* **Prompt**:
Return each entry exactly, so that nothing in the data differs from the original.

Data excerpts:
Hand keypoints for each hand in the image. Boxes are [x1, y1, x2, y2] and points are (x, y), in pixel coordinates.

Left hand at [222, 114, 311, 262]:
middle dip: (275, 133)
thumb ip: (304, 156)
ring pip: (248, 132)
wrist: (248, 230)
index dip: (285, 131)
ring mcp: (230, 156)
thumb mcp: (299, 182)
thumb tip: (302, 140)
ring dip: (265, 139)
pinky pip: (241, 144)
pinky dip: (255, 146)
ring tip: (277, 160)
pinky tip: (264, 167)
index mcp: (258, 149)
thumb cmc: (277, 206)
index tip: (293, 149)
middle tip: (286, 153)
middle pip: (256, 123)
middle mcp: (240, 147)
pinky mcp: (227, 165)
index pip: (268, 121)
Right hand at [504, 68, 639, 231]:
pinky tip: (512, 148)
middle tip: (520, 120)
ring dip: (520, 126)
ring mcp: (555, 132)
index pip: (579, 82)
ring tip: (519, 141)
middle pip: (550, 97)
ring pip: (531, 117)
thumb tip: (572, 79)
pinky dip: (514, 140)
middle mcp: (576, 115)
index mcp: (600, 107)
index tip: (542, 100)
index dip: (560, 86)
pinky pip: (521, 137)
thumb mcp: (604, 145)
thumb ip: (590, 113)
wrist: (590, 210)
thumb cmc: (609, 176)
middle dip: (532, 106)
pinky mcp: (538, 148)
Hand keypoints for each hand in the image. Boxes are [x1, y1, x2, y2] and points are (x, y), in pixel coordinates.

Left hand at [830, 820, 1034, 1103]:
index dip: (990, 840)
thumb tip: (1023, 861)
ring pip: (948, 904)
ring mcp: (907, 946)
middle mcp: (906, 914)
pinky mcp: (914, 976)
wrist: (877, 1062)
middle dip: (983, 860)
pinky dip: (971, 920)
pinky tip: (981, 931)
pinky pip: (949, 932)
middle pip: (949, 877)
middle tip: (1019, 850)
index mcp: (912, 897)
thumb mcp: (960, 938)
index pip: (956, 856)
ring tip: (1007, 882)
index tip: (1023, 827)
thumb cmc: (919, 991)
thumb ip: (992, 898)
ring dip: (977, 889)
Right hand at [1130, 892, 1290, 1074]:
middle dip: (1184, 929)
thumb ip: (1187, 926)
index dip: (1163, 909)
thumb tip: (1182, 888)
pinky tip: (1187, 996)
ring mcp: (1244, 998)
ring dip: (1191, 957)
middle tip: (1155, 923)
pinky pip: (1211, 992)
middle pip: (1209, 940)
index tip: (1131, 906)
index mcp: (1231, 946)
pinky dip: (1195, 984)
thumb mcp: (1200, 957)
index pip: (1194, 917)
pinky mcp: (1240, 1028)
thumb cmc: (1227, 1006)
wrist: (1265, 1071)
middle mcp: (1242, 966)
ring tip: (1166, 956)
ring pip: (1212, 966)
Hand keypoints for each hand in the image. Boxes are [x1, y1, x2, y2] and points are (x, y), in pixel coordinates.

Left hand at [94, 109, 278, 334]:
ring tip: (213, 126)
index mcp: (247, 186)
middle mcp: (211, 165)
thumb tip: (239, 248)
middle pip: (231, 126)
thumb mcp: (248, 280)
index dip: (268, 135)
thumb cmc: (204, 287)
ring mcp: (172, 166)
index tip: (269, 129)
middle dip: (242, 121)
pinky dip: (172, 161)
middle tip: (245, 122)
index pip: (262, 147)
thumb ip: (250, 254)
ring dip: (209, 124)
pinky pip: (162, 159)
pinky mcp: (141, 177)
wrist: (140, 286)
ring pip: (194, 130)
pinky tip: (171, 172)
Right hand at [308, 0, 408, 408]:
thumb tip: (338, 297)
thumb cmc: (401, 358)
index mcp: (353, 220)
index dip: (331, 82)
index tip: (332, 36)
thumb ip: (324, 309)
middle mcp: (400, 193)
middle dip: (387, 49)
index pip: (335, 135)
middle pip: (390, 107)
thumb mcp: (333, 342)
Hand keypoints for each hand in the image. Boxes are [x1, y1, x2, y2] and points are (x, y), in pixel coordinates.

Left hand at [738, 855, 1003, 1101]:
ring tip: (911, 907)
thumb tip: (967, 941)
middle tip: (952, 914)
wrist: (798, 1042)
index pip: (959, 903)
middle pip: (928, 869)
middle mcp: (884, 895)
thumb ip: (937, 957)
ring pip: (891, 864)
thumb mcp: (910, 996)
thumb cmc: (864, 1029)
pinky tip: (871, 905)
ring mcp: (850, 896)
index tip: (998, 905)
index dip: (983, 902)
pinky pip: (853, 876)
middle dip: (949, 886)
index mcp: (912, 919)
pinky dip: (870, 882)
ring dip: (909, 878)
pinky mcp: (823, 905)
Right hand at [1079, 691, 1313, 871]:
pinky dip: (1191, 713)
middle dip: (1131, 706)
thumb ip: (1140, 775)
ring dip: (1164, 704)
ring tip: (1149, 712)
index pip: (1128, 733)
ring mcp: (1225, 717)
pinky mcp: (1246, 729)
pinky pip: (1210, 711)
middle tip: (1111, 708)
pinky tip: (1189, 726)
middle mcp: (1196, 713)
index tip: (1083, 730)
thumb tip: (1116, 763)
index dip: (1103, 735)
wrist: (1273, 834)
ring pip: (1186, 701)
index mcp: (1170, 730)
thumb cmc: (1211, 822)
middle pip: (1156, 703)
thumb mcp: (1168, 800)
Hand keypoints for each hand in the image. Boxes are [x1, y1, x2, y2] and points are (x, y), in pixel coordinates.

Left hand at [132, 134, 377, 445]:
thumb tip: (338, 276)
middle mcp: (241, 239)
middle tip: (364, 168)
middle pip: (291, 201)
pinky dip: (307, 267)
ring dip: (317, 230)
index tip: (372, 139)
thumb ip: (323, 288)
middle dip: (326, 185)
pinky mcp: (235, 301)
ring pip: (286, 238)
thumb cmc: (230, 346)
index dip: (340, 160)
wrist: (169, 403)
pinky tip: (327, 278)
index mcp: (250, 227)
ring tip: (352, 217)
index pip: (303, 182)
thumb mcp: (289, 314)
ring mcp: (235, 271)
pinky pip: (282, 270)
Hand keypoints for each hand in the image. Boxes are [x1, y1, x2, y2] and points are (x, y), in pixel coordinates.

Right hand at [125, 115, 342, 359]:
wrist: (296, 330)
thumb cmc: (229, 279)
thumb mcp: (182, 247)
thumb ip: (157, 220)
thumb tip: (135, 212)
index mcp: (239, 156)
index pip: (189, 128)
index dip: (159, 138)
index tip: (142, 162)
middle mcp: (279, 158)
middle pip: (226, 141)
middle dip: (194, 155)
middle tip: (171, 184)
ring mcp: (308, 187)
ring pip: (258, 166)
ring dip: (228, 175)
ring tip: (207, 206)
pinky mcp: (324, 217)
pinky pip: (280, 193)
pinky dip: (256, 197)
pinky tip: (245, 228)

* **Solution for this problem**:
Hand keypoints for each hand in the image. Boxes are [x1, y1, x2, y2] and points are (x, y), in pixel coordinates.

Left hand at [222, 114, 311, 262]:
middle dip: (275, 133)
thumb ip: (304, 156)
ring pip: (248, 132)
wrist: (248, 230)
index dip: (285, 131)
ring mcp: (230, 156)
thumb mcp: (299, 182)
thumb tip: (302, 140)
ring dip: (265, 139)
pinky pip: (241, 144)
pinky dip: (255, 146)
ring tip: (277, 160)
pinky tip: (264, 167)
index mcp: (258, 149)
thumb cmc: (277, 206)
index tip: (293, 149)
middle tip: (286, 153)
middle pip: (256, 123)
middle mcp: (240, 147)
pinky mcp: (227, 165)
index pip: (268, 121)
Right hand at [504, 68, 639, 231]:
pinky tip: (512, 148)
middle tip: (520, 120)
ring dip: (520, 126)
ring mcp: (555, 132)
index pip: (579, 82)
ring tip: (519, 141)
middle pip: (550, 97)
ring pip: (531, 117)
thumb tip: (572, 79)
pinky dip: (514, 140)
middle mcp: (576, 115)
index mcp: (600, 107)
index tip: (542, 100)
index dip: (560, 86)
pinky pip: (521, 137)
thumb mcp: (604, 145)
thumb ip: (590, 113)
wrist: (590, 210)
thumb cmc: (609, 176)
middle dip: (532, 106)
pinky mcp: (538, 148)
Hand keypoints for each hand in the image. Boxes are [x1, y1, x2, y2] and points are (x, y), in pixel coordinates.

Left hand at [830, 820, 1034, 1103]:
index dip: (990, 840)
thumb tip: (1023, 861)
ring pip: (948, 904)
ring mcp: (907, 946)
middle mcp: (906, 914)
pinky mcp: (914, 976)
wrist: (877, 1062)
middle dip: (983, 860)
pinky dip: (971, 920)
pinky tip: (981, 931)
pinky pip: (949, 932)
middle pip: (949, 877)
middle tip: (1019, 850)
index mcp: (912, 897)
thumb mcp: (960, 938)
index pip: (956, 856)
ring tip: (1007, 882)
index tip: (1023, 827)
thumb cmc: (919, 991)
thumb ip: (992, 898)
ring dip: (977, 889)
Right hand at [1130, 892, 1290, 1074]:
middle dip: (1184, 929)
thumb ip: (1187, 926)
index dip: (1163, 909)
thumb tip: (1182, 888)
pinky tip: (1187, 996)
ring mcp: (1244, 998)
ring dip: (1191, 957)
middle tip: (1155, 923)
pinky pip: (1211, 992)
middle pip: (1209, 940)
index tip: (1131, 906)
index mcp: (1231, 946)
pinky dip: (1195, 984)
thumb mcp: (1200, 957)
index pip: (1194, 917)
pinky mcp: (1240, 1028)
thumb cmc: (1227, 1006)
wrist: (1265, 1071)
middle mcp: (1242, 966)
ring tip: (1166, 956)
ring pip: (1212, 966)
Hand keypoints for each hand in the image. Boxes are [x1, y1, x2, y2] and points are (x, y), in pixel coordinates.

Left hand at [94, 109, 278, 334]:
ring tip: (213, 126)
index mcp: (247, 186)
middle mcp: (211, 165)
thumb tip: (239, 248)
middle pip: (231, 126)
thumb mcp: (248, 280)
index dip: (268, 135)
thumb cmc: (204, 287)
ring mcp: (172, 166)
index tip: (269, 129)
middle dip: (242, 121)
pinky dip: (172, 161)
middle tip: (245, 122)
index pip: (262, 147)
thumb ip: (250, 254)
ring dip: (209, 124)
pinky pip: (162, 159)
pinky mcp: (141, 177)
wrist: (140, 286)
ring pip: (194, 130)
pinky tip: (171, 172)
Right hand at [308, 0, 408, 408]:
thumb tip: (338, 297)
thumb cmc: (401, 358)
index mcp: (353, 220)
index dip: (331, 82)
index tip: (332, 36)
thumb ip: (324, 309)
middle mcp: (400, 193)
middle dip: (387, 49)
index pip: (335, 135)
middle pip: (390, 107)
thumb mcp: (333, 342)
Hand keypoints for each hand in the image. Boxes are [x1, y1, x2, y2] and points are (x, y), in pixel coordinates.

Left hand at [738, 855, 1003, 1101]:
ring tip: (911, 907)
thumb tip: (967, 941)
middle tip: (952, 914)
wrist: (798, 1042)
index pip: (959, 903)
middle pip: (928, 869)
middle mcp: (884, 895)
thumb ip: (937, 957)
ring pip: (891, 864)
thumb mcp: (910, 996)
thumb cmc: (864, 1029)
pinky tip: (871, 905)
ring mcp: (850, 896)
index tip: (998, 905)
index dip: (983, 902)
pinky pip: (853, 876)
middle dip: (949, 886)
index mcp: (912, 919)
pinky dip: (870, 882)
ring dip: (909, 878)
pinky mcp: (823, 905)
Right hand at [1079, 691, 1313, 871]:
pinky dip: (1191, 713)
middle dip: (1131, 706)
thumb ip: (1140, 775)
ring dip: (1164, 704)
ring tip: (1149, 712)
index pip: (1128, 733)
ring mcp: (1225, 717)
pinky mcp: (1246, 729)
pinky pip: (1210, 711)
middle tip: (1111, 708)
pinky tip: (1189, 726)
middle mcp: (1196, 713)
index tip: (1083, 730)
thumb tip: (1116, 763)
index dip: (1103, 735)
wrist: (1273, 834)
ring pip: (1186, 701)
index mcp: (1170, 730)
thumb cmc: (1211, 822)
middle pip: (1156, 703)
thumb mcp: (1168, 800)
Hand keypoints for each hand in the image. Boxes are [x1, y1, x2, y2] and points are (x, y), in pixel coordinates.

Left hand at [132, 134, 377, 445]:
thumb tip: (338, 276)
middle mcp: (241, 239)
middle tip: (364, 168)
middle pip: (291, 201)
pinky dip: (307, 267)
ring dip: (317, 230)
index tip: (372, 139)
thumb ip: (323, 288)
middle dip: (326, 185)
pinky mcp: (235, 301)
ring pip: (286, 238)
thumb cmc: (230, 346)
index dip: (340, 160)
wrist: (169, 403)
pinky tip: (327, 278)
index mcp: (250, 227)
ring tip: (352, 217)
index pip: (303, 182)
thumb mcp: (289, 314)
ring mcp: (235, 271)
pinky pip: (282, 270)
Hand keypoints for each hand in the image. Boxes are [x1, y1, x2, y2] and points are (x, y), in pixel coordinates.

Right hand at [125, 115, 342, 359]:
wrist: (296, 330)
thumb cmc: (229, 279)
thumb mcp: (182, 247)
thumb ip: (157, 220)
thumb tip: (135, 212)
index mcp: (239, 156)
index pip: (189, 128)
index dip: (159, 138)
index tip: (142, 162)
middle mcp: (279, 158)
middle pip: (226, 141)
middle dip: (194, 155)
middle tip: (171, 184)
ring mcp: (308, 187)
ring pip: (258, 166)
ring dip: (228, 175)
ring tip: (207, 206)
pinky mcp: (324, 217)
pinky pip: (280, 193)
pinky dip: (256, 197)
pinky tip: (245, 228)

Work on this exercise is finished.